##### Information supplied

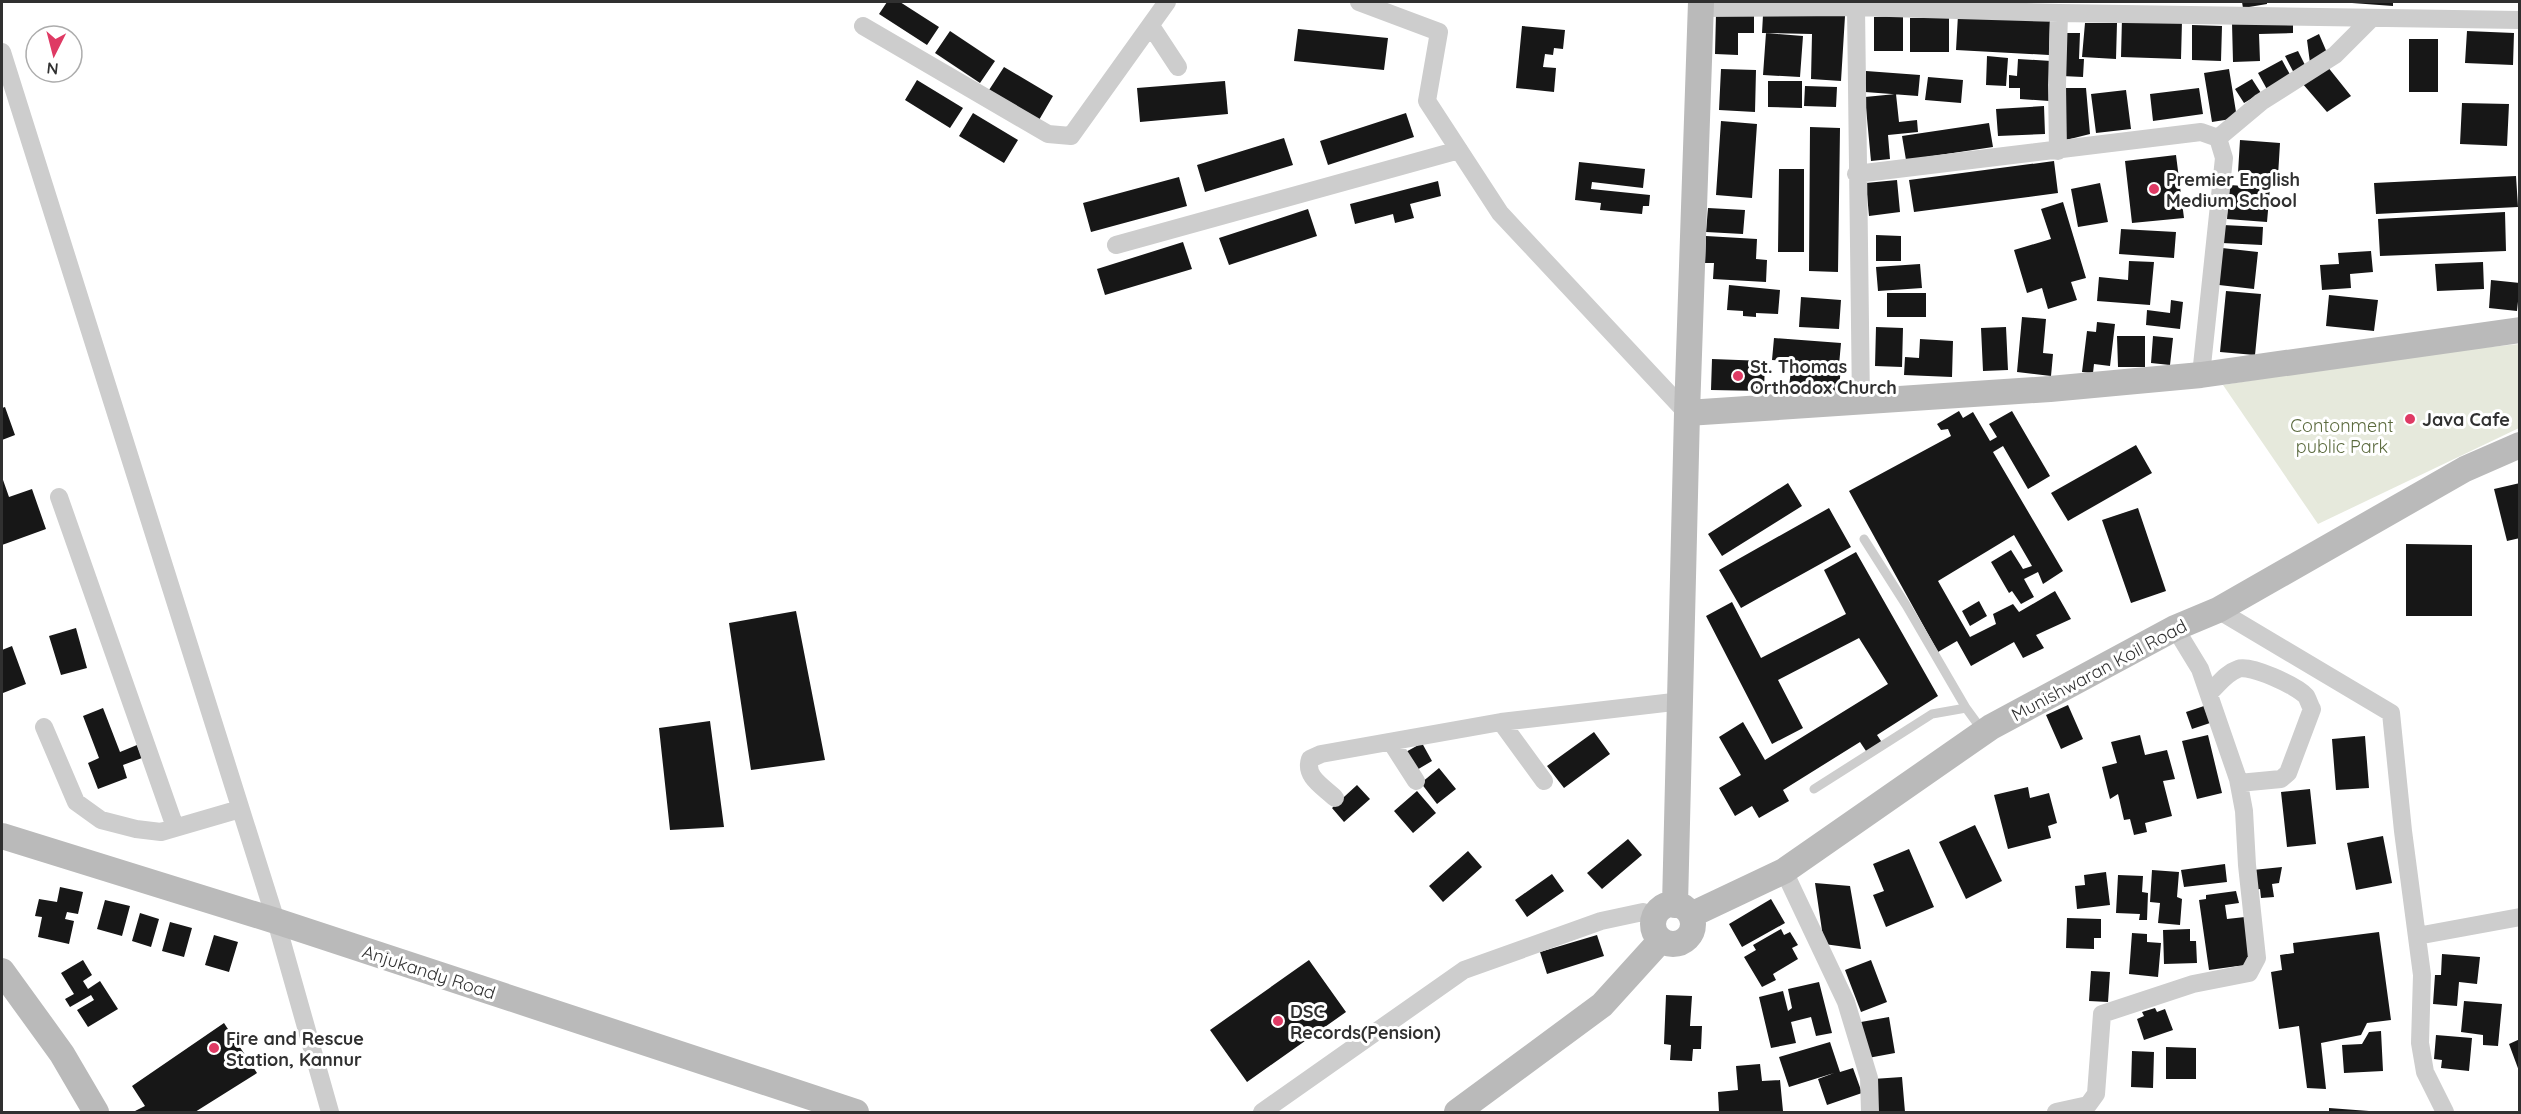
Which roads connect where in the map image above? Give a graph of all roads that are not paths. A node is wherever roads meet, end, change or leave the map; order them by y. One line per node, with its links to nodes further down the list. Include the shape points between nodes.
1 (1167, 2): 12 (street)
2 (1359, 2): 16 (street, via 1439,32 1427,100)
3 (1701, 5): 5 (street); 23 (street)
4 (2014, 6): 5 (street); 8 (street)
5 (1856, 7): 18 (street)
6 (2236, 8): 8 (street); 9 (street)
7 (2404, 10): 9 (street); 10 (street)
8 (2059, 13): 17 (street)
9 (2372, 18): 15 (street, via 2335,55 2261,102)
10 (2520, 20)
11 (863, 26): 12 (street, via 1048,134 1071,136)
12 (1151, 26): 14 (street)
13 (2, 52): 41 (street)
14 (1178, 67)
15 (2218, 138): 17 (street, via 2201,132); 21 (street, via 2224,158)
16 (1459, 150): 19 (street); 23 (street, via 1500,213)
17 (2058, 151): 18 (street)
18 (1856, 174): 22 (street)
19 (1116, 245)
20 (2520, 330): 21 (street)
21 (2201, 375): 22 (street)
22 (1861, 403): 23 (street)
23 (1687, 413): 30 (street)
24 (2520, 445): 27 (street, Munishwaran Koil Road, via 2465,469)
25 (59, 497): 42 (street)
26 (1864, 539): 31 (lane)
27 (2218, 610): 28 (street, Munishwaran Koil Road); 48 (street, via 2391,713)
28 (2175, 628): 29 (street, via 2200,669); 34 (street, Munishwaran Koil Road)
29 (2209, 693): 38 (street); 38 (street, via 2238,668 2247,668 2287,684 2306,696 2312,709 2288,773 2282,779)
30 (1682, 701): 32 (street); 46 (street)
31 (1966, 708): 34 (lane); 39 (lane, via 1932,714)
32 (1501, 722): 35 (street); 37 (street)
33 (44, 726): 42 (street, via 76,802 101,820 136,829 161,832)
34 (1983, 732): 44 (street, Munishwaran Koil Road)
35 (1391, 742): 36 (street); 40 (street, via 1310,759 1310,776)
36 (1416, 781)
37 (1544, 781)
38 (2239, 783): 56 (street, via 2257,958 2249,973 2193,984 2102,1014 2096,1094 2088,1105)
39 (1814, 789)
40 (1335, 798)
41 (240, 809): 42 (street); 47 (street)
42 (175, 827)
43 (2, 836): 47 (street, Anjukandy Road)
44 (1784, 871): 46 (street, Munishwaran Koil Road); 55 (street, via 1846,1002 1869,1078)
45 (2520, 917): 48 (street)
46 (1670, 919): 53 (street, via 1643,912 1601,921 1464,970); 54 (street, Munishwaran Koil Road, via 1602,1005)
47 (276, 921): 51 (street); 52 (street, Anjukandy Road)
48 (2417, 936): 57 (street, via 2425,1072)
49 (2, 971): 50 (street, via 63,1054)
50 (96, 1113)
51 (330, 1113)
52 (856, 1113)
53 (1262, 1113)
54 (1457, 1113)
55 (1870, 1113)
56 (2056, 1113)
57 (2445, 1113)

##########

- **Task prompt**
Scan the material for lines with the word "Anjukandy", and copy each line you find.

- **Solved exercise**
43 (2, 836): 47 (street, Anjukandy Road)
47 (276, 921): 51 (street); 52 (street, Anjukandy Road)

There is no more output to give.